Yap... Beliau berdua adalah Ibn Rusyd dan Al-Ghazali, dimana kala itu Al-Ghazali mengkritisi para filsuf dan dengan tokoh besar beda zaman Ibn Rusyd mengkritisi Al-Ghazali yang telah mengritisi para filsuf muslim sebelumnya. Pada tulisan ini aku tidak akan mengungkapkan semua yang ada dalam dua buku tersebut. Hal menarik yang ingin aku sampaikan adalah mereka saling berargumen melalui sebuah karya. Bukan berdebat, berhadap-hadapan dan saling mengalahkan. Mereka memberikan pelajaran berharga tentang pentingnya sebuah ilmu. Al-Ghazali mengkritisi para filsuf kala itu bukan tanpa sebab, hal menarik bagi saya adalah bahwa beliau tidak akan membahas panjang lebar sebuah ilmu ketika belum menguasainya. Ini artinya, beliau telah menguasai filsafat. Hal yang saya juga takjub adalah, Ibn Rusyd yang menjadi generasi penerus kejayaan Islam tak segan mengkritisi balik seniornya yang sebagaian ulama mengatakan bahwa puncak kejayaan ilmu pengetahuan Islam ada di masa Al-Ghazali. Karena ulama-ulama setelah beliau tidak banyak yang menghasilkan karya-karya besar seperti yang dilkukan oleh Al-Ghazali.

Sekali lagi aku tak akan menyampaikan banyak hal yang ada di sana. Tapi sebuah pelajaran berharga yang sekali lagi harusnya telah menampar kita semua. Karena kita telah terlalu lalai untuk mengutamakan ilmu. Yah... Ilmu yang sampai-sampai Imam Syafi'i rela berjalan bermil-mil dari Makkah ke Madinah untuk mencarinya, Umar bin Khatab rela bergiliran dengan tetangganya untuk mendengarkan wahyu atau hadits dari Nabi Muhammad Saw (Imam Bukhori meriwayatkan dalam Fatul Bari 167), dan kisah lain yang tentu seharusnya banyak yangkita tahu. Sekiranya itulah jeri payah para ulama terdahulu dalam mencari ilmu dan untuk diwariskan pada generasi setlah mereka, termasuk kita. Lalu apa yang akan kita wariskan pada generasi setelah kita? Aku sering mengutip teguran Allah pada hambanya dalam QS An-Nisa: 9.

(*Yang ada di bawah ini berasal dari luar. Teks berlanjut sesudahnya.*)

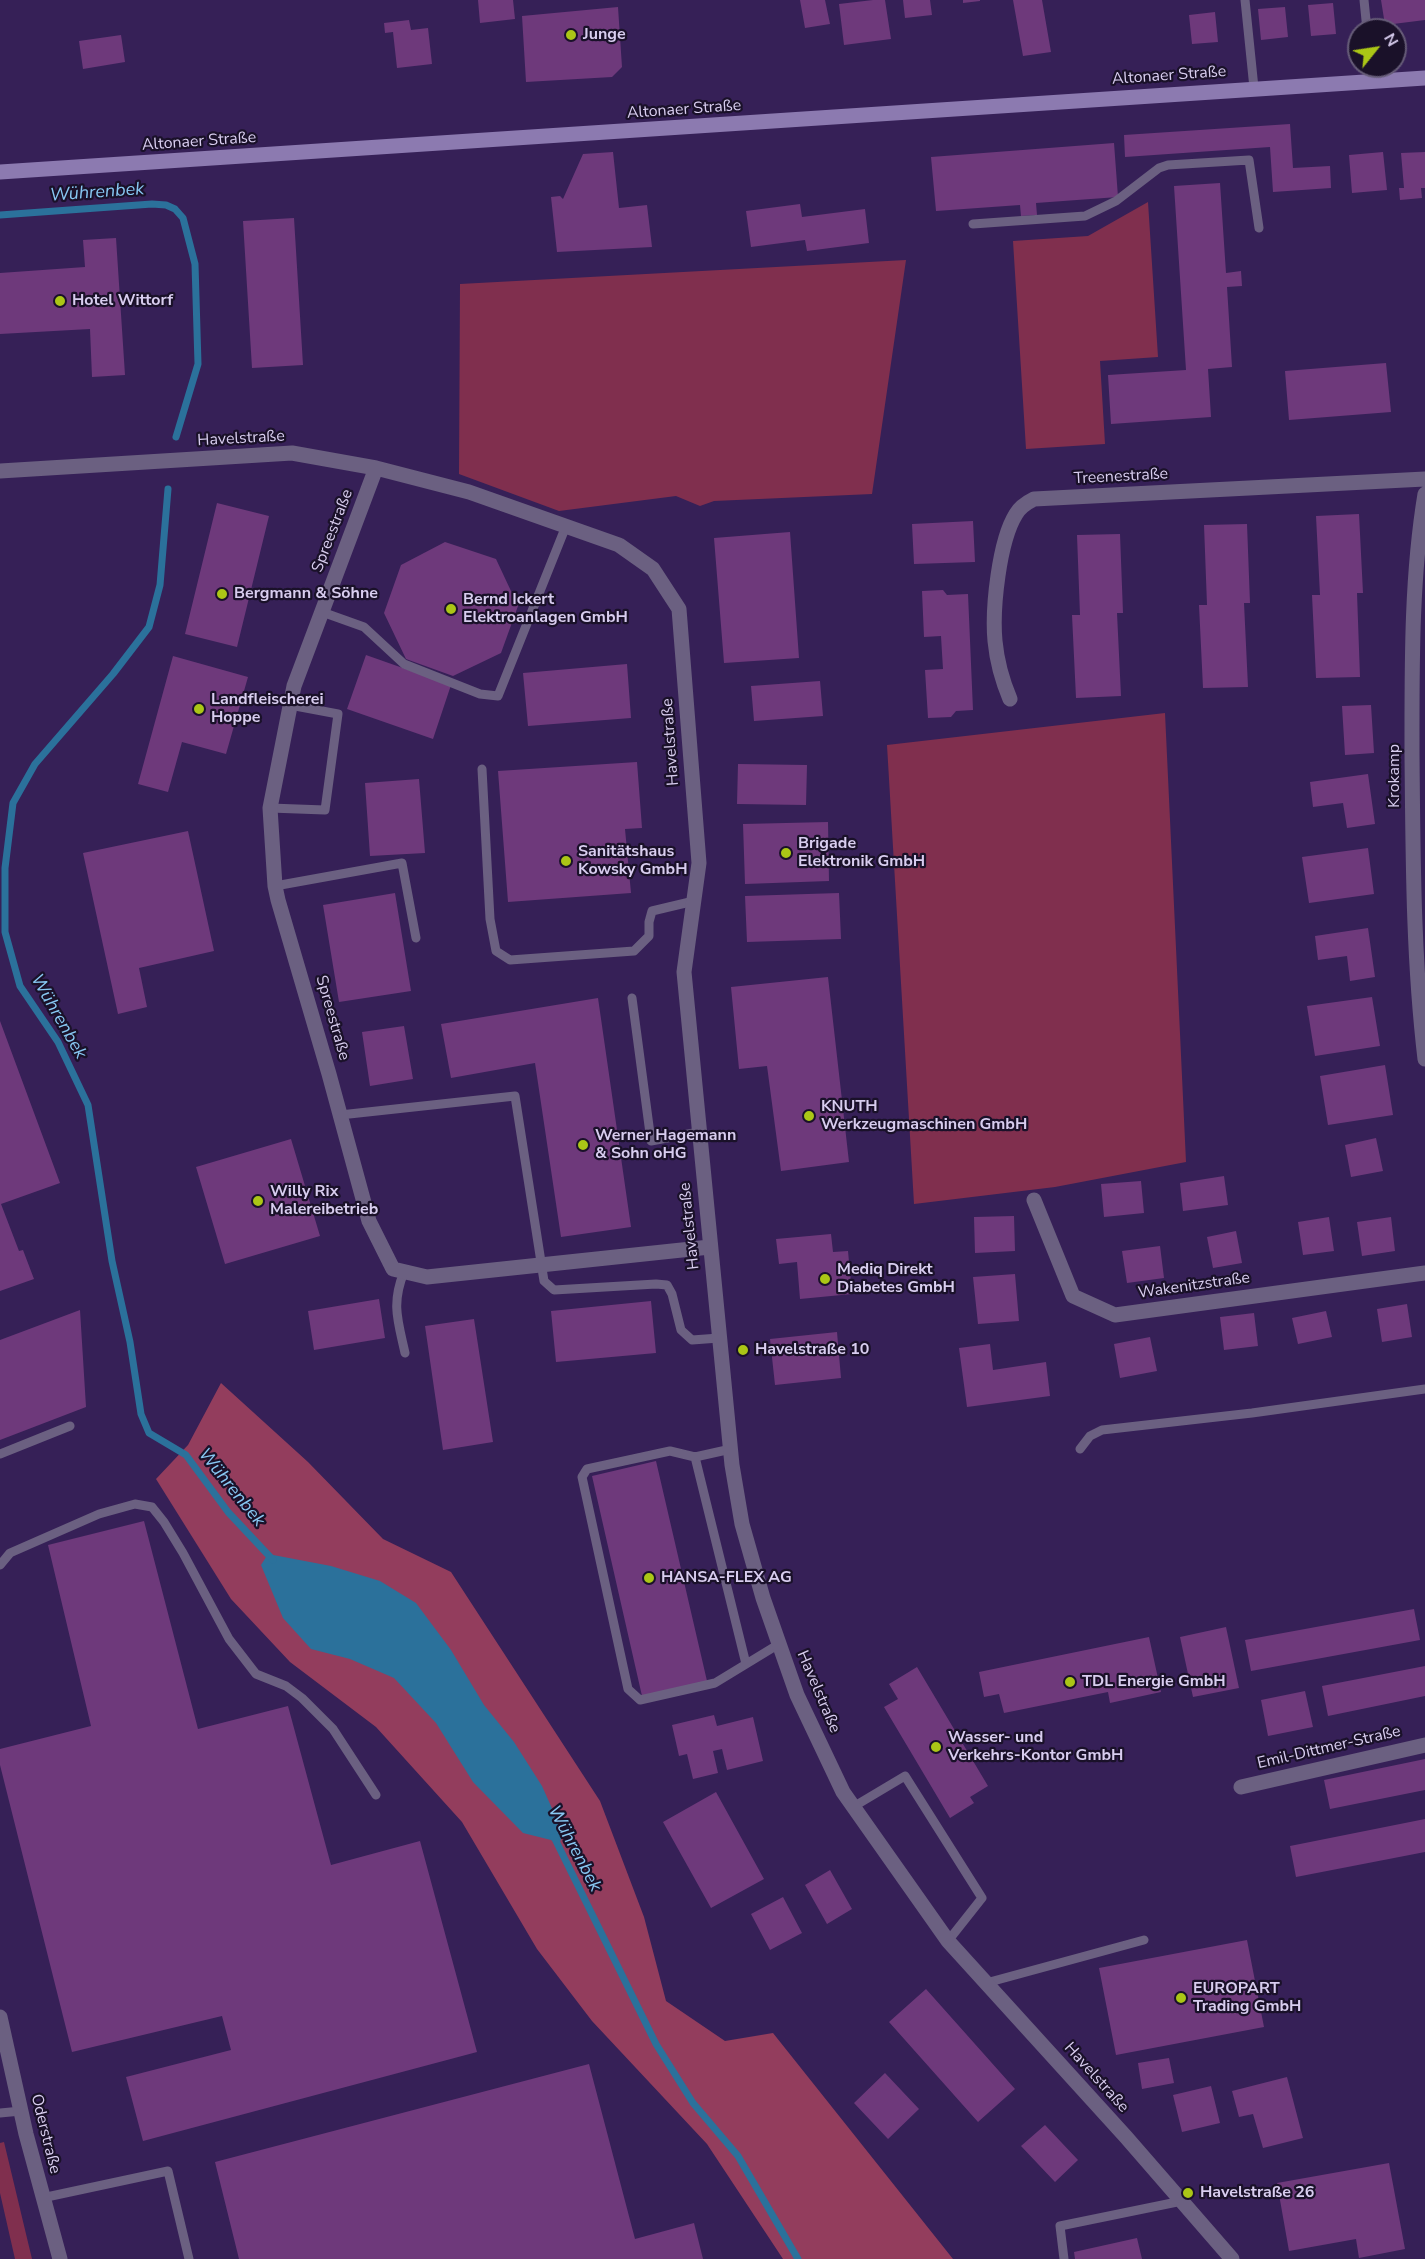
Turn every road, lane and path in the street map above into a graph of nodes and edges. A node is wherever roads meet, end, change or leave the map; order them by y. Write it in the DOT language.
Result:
graph roads {
  1 [pos="1245,0"];
  2 [pos="1364,0"];
  3 [pos="1366,18"];
  4 [pos="1371,78"];
  5 [pos="1425,78"];
  6 [pos="1371,82"];
  7 [pos="1254,88"];
  8 [pos="0,172"];
  9 [pos="973,224"];
  10 [pos="1259,228"];
  11 [pos="376,468"];
  12 [pos="0,471"];
  13 [pos="1425,479"];
  14 [pos="1425,494"];
  15 [pos="566,526"];
  16 [pos="322,612"];
  17 [pos="1010,699"];
  18 [pos="290,705"];
  19 [pos="1419,725"];
  20 [pos="482,769"];
  21 [pos="270,808"];
  22 [pos="274,886"];
  23 [pos="694,901"];
  24 [pos="416,938"];
  25 [pos="633,998"];
  26 [pos="1425,1059"];
  27 [pos="340,1115"];
  28 [pos="699,1132"];
  29 [pos="1034,1200"];
  30 [pos="710,1247"];
  31 [pos="543,1265"];
  32 [pos="404,1272"];
  33 [pos="1425,1273"];
  34 [pos="719,1338"];
  35 [pos="405,1353"];
  36 [pos="1425,1389"];
  37 [pos="69,1426"];
  38 [pos="731,1449"];
  39 [pos="1080,1449"];
  40 [pos="0,1454"];
  41 [pos="695,1457"];
  42 [pos="0,1565"];
  43 [pos="779,1644"];
  44 [pos="746,1664"];
  45 [pos="1425,1744"];
  46 [pos="1241,1787"];
  47 [pos="376,1795"];
  48 [pos="853,1807"];
  49 [pos="1144,1940"];
  50 [pos="948,1941"];
  51 [pos="986,1983"];
  52 [pos="0,2017"];
  53 [pos="21,2111"];
  54 [pos="0,2113"];
  55 [pos="42,2198"];
  56 [pos="1182,2201"];
  57 [pos="60,2259"];
  58 [pos="189,2259"];
  59 [pos="1064,2259"];
  60 [pos="1232,2259"];
  1 -- 7 [label="lane"];
  2 -- 3 [label="lane"];
  4 -- 6 [label="lane"];
  5 -- 6 [label="main road, Altonaer Straße"];
  6 -- 7 [label="main road, Altonaer Straße"];
  7 -- 8 [label="main road, Altonaer Straße"];
  9 -- 10 [label="lane"];
  11 -- 12 [label="street, Havelstraße"];
  11 -- 15 [label="street, Havelstraße"];
  11 -- 16 [label="street, Spreestraße"];
  13 -- 17 [label="street, Treenestraße"];
  14 -- 19 [label="street, Krokamp"];
  15 -- 16 [label="lane"];
  15 -- 23 [label="street, Havelstraße"];
  16 -- 18 [label="street, Spreestraße"];
  18 -- 21 [label="street, Spreestraße"];
  18 -- 21 [label="lane"];
  19 -- 26 [label="street, Krokamp"];
  20 -- 23 [label="lane"];
  21 -- 22 [label="street, Spreestraße"];
  22 -- 24 [label="lane"];
  22 -- 27 [label="street, Spreestraße"];
  23 -- 28 [label="street, Havelstraße"];
  25 -- 28 [label="lane"];
  27 -- 31 [label="lane"];
  27 -- 32 [label="street, Spreestraße"];
  28 -- 30 [label="street, Havelstraße"];
  29 -- 33 [label="street, Wakenitzstraße"];
  30 -- 31 [label="street"];
  30 -- 34 [label="street, Havelstraße"];
  31 -- 32 [label="street"];
  31 -- 34 [label="lane"];
  32 -- 35 [label="lane"];
  34 -- 38 [label="street, Havelstraße"];
  36 -- 39 [label="lane"];
  37 -- 40 [label="lane"];
  38 -- 41 [label="lane"];
  38 -- 43 [label="street, Havelstraße"];
  41 -- 44 [label="lane"];
  41 -- 44 [label="lane"];
  42 -- 47 [label="lane"];
  43 -- 44 [label="lane"];
  43 -- 48 [label="street, Havelstraße"];
  45 -- 46 [label="street, Emil-Dittmer-Straße"];
  48 -- 50 [label="street, Havelstraße"];
  48 -- 50 [label="lane"];
  49 -- 51 [label="lane"];
  50 -- 51 [label="street, Havelstraße"];
  51 -- 56 [label="street, Havelstraße"];
  52 -- 53 [label="street, Oderstraße"];
  53 -- 54 [label="lane"];
  53 -- 55 [label="street, Oderstraße"];
  55 -- 57 [label="street, Oderstraße"];
  55 -- 58 [label="lane"];
  56 -- 59 [label="lane"];
  56 -- 60 [label="street, Havelstraße"];
}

Hal lain yang ingin aku sampaikan adalah tentang adu argumen yang Ibn Rusyd dan Al-Ghazali lakukan. Mereka memberikan sebuah nasihat dan kritik bukan saja dengan sebuah kalimat yang keluar dari mulutnya, tetapi dengan sebuah penjelasan runtut berikut dalil dan itu semua mereka tulis hingga menjadi sebuah karya besar. Aku rasa tak banyak hari ini para ilmuan yang melakukan saling berargumen melalui sebuah karya. Bisa kita contoh mungkin para ilmuan seperti Darwin (yang meski aku sendiri tak sependapat dengan teorinya yang telah diajarkan di sekolah-sekolah) dengan Ilmuan muslim yang telah membantahnya, Harun Yahya tentu di zaman yang berbeda pula. Tapi satu hal yang sekali lagi menarik adalah tentang bantahannya dengan sebuah karya besar.

"Islam tanpa ilmu buta ilmu tanpa agama lumpuh" itulah sebuah kalimat singkat nan penuh makna yang Ali bin Abu Thalib sampaikan. Setidaknya aku kembali mengingatkan diri sendiri dan tentunya teman-teman yang membaca note ini. Agar kita beribadah berlandaskan ilmu, ilmu yang kita miliki juga berlandaskan Islam yang penuh rahmat ini. Semoga semakin bijak dan bertanggungjawab terhadap diri yang punya hak ini.